Development of 49 novel microsatellite markers from Next-generation sequencing data and a robust method for parentage tests
Pedigree information is essential for genetic improvement, however it is difficult to record because of complex reproduction system in the emu. The breeding system of the emu is generally polygamous, and multiple females lays eggs in one nest, which are then brooded by the males. To identify parent-offspring relationships in the emu, parentage test based on polymorphic DNA markers have to be developed. First, the author attempted parentage test using 9 microsatellite markers developed in previous section and confirmed that its accuracy was low. This fact indicated the necessity of many microsatellite markers for accurate parentage tests in the emu. In this section, the author aimed to extensively develop novel microsatellite markers based on the Next-generation sequencing (NGS) data and QDD pipeline and establish accurate parentage tests in the emu.
Feathers and eggshell membranes were collected from 28 adults and six chicks, respectively, at OEF. Although reproductive individuals at OEF are reared in mixed groups of more than 15 males and females, only two pairs were separated as a pilot study.
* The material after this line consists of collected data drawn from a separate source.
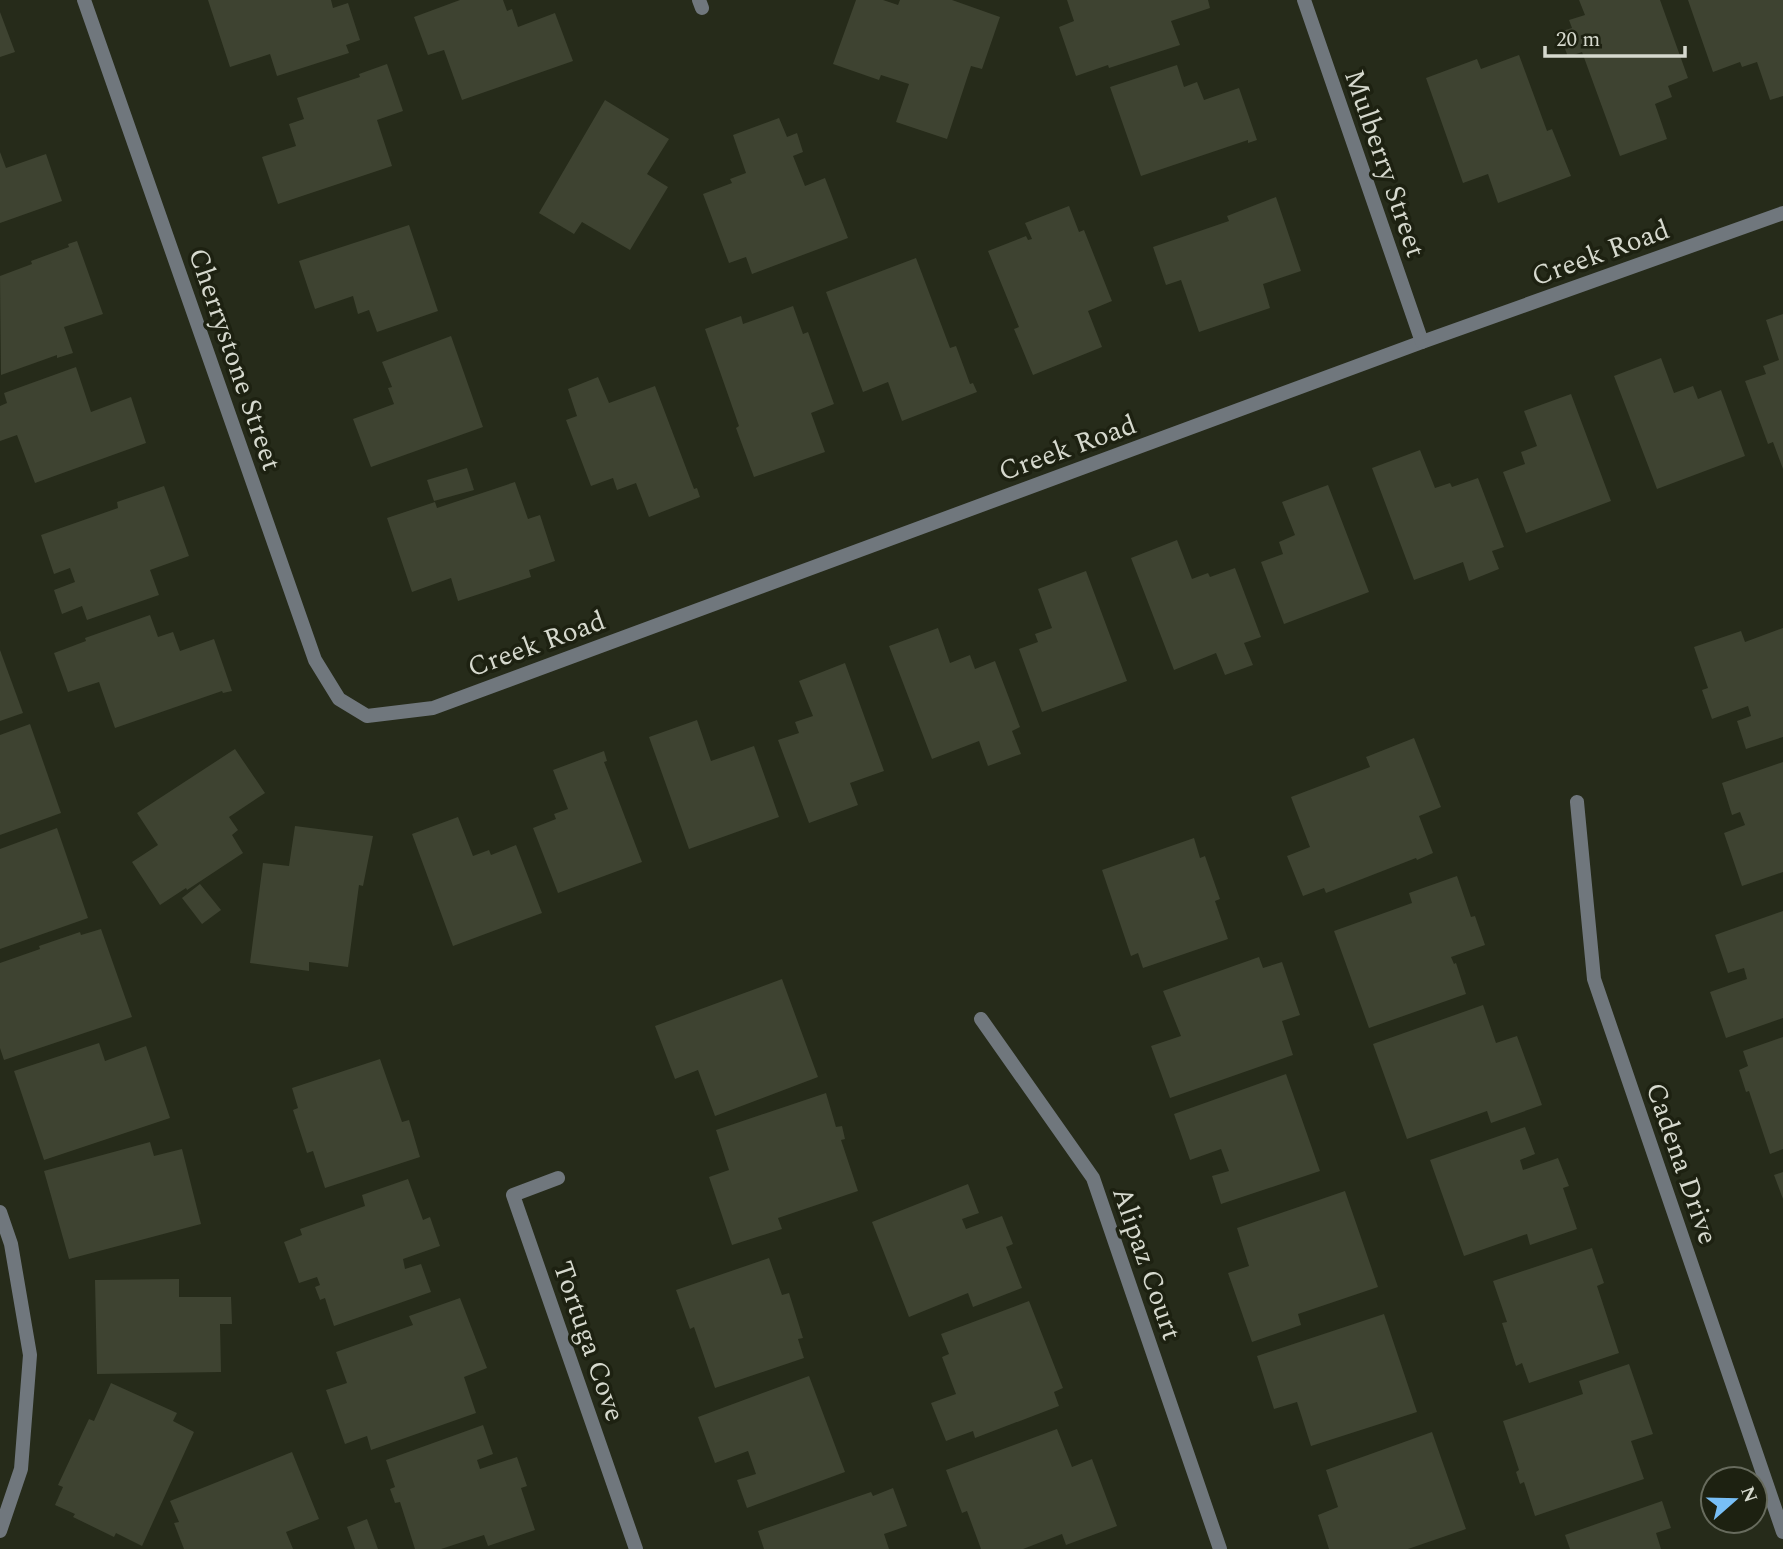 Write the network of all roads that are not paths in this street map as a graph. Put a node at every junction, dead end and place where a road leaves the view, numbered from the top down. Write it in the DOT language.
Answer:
graph roads {
  1 [pos="84,0"];
  2 [pos="1304,0"];
  3 [pos="1783,214"];
  4 [pos="1422,342"];
  5 [pos="367,716"];
  6 [pos="1577,802"];
  7 [pos="981,1019"];
  8 [pos="558,1178"];
  9 [pos="0,1212"];
  10 [pos="0,1531"];
  11 [pos="1783,1532"];
  12 [pos="636,1549"];
  13 [pos="1220,1549"];
  1 -- 5 [label="street, Cherrystone Street"];
  2 -- 4 [label="street, Mulberry Street"];
  3 -- 4 [label="street, Creek Road"];
  4 -- 5 [label="street, Creek Road"];
  6 -- 11 [label="street, Cadena Drive"];
  7 -- 13 [label="street, Alipaz Court"];
  8 -- 12 [label="street, Tortuga Cove"];
  9 -- 10 [label="street"];
}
Eggs laid from these pairs were collected, labeled and incubated in an incubator for approximately 50 days. Feathers collected from 24 non-parent individuals were used for negative control in the parentage test.
More than 25,000 microsatellite regions were isolated from NGS data via the QDD pipeline. The dinucleotide motifs, (AC)n, (AT)n and (AG)n, were the most frequently detected and were found on 10,167 (38.55%), 8,114 (30.76%) and 4,796 (18.18%) contigs, respectively. Novel 49 microsatellite markers were characterized in 20 individuals and showed NA ranged from 2 to 12, with an average of 4.2. HE / HO ranged from 0.39/0.07 to 0.70/1.00 with an average of 0.60/0.52. PIC value ranged from 0.06 to 0.89 with an average of 0.53, and 17 of 49 markers showed a higher polymorphism than 0.50. Thirty-four individuals were genotyped using 12 markers, and CERVUS simulations based on genotype showed that parents of all offspring were identified with 0.99-1.00 probability. Thus, the author succeeded to develop 49 novel polymorphic microsatellite markers and a robust method for parentage test for the Japanese emu.
Conclusion
This study succeeded to develop a simplified protocol for molecular sexing in the emu. In addition, the author revealed composition of microsatellites in emu genome and developed total 59 novel microsatellite markers. Finally, genetic structure and relationships were defined in Japanese major farm emu populations, and a system for robust parentage test was succeeded to established. These results predict to contribute efficient conservation of genetic resources, acceleration of genetic improvement and genomic analysis in the emu.